Stocks rebounded from yesterday's stumble today, advancing on Federal Reserve Chairwoman Janet Yellen's firm but vague vows to keep interest rates at historical lows. How was she firm, yet vague, simultaneously? She was unwavering in her conviction that rates should remain low, but absolutely noncommittal when pressed on how long those policies should continue. Though she caught some flak for being evasive, monetary policy would cease to be effective if it were precisely choreographed ages in advance. Though Wall Street received Yellen's remarks well, it cringed at the sight of Whole Foods Market (NASDAQ:WFM), Yahoo! (NASDAQ: YHOO), and First Solar (NASDAQ:FSLR) today, and each stock finished near the bottom of the S&P 500 Index (SNPINDEX:^GSPC). The S&P, for its part, added 10 points, or 0.6%, to end at 1,878.
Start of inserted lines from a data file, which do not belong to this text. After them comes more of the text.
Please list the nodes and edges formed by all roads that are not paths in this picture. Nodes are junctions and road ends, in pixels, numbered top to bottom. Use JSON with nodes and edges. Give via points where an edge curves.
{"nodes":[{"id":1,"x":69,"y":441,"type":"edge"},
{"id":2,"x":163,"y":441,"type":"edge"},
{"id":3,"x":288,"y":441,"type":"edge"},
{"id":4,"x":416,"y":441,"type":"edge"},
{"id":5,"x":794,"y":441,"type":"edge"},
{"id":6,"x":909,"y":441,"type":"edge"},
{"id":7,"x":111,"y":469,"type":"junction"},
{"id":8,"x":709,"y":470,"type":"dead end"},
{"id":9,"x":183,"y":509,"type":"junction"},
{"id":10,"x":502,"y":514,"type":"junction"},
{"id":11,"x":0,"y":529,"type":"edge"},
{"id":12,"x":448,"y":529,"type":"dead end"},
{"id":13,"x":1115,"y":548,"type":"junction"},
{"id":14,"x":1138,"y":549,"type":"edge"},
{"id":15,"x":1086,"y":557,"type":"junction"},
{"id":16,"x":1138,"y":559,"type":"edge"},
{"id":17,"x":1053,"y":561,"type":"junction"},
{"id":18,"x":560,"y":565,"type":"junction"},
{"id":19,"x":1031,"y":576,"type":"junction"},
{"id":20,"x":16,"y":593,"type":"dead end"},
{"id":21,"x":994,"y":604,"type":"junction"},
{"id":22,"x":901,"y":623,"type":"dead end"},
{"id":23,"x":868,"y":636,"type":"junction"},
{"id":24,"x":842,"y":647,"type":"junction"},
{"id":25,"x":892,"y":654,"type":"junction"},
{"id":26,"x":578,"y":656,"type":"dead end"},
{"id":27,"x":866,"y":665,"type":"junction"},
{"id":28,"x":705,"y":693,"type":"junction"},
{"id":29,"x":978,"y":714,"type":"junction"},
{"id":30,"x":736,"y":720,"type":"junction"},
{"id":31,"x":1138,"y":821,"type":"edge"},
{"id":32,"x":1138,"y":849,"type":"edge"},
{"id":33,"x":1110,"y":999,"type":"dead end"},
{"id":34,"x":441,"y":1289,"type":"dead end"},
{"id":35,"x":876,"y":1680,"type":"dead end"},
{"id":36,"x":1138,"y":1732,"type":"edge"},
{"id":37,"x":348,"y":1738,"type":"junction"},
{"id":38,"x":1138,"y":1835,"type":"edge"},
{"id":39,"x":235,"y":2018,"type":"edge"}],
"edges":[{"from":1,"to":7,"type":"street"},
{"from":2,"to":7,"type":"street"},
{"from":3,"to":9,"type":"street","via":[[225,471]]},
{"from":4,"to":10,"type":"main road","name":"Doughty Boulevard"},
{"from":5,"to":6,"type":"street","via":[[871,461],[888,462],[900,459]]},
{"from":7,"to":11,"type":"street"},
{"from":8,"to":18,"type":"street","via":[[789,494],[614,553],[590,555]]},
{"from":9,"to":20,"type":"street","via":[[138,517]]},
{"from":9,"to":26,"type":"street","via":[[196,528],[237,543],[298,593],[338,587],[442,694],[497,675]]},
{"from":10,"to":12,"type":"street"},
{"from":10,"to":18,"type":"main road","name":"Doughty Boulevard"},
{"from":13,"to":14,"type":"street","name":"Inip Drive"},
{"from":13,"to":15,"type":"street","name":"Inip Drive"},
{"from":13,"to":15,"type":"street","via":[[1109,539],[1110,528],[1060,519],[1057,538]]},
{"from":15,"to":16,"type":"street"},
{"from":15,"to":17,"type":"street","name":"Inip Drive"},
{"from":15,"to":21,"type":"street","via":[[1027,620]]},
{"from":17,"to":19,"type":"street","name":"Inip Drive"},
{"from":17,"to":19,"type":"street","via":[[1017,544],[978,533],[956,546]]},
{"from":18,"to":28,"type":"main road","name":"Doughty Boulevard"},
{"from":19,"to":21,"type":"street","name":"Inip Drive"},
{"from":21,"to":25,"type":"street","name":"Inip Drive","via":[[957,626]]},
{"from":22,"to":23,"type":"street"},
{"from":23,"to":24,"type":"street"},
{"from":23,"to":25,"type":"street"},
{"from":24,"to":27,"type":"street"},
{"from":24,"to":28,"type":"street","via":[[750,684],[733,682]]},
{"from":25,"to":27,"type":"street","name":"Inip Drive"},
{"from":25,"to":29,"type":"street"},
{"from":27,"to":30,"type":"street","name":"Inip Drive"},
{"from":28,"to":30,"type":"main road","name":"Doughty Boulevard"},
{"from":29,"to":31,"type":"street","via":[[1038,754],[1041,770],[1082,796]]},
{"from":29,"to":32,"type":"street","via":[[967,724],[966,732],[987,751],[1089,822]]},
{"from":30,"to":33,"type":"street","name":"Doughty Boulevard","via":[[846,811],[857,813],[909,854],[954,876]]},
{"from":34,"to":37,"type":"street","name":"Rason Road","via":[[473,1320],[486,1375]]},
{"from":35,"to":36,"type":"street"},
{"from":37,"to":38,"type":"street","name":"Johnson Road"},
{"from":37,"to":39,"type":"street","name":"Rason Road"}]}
Whole Foods Market was far and away the most abject laggard in the index, plunging 18.8% after its quarterly report. Both sales and net income in the period came in below expectations, and to compound the pain, the grocer also cut its earnings forecast for the year! Not only is the writing on the wall in terms of Whole Foods' same-store sales slowdown, but CEO John Mackey's candid views about the competitive environment were also revealing. Saying that the company's niche had "gone mainstream," and that rivals doing "what we're doing" were springing up left and right, it's tough to see the business' long-term competitive advantage.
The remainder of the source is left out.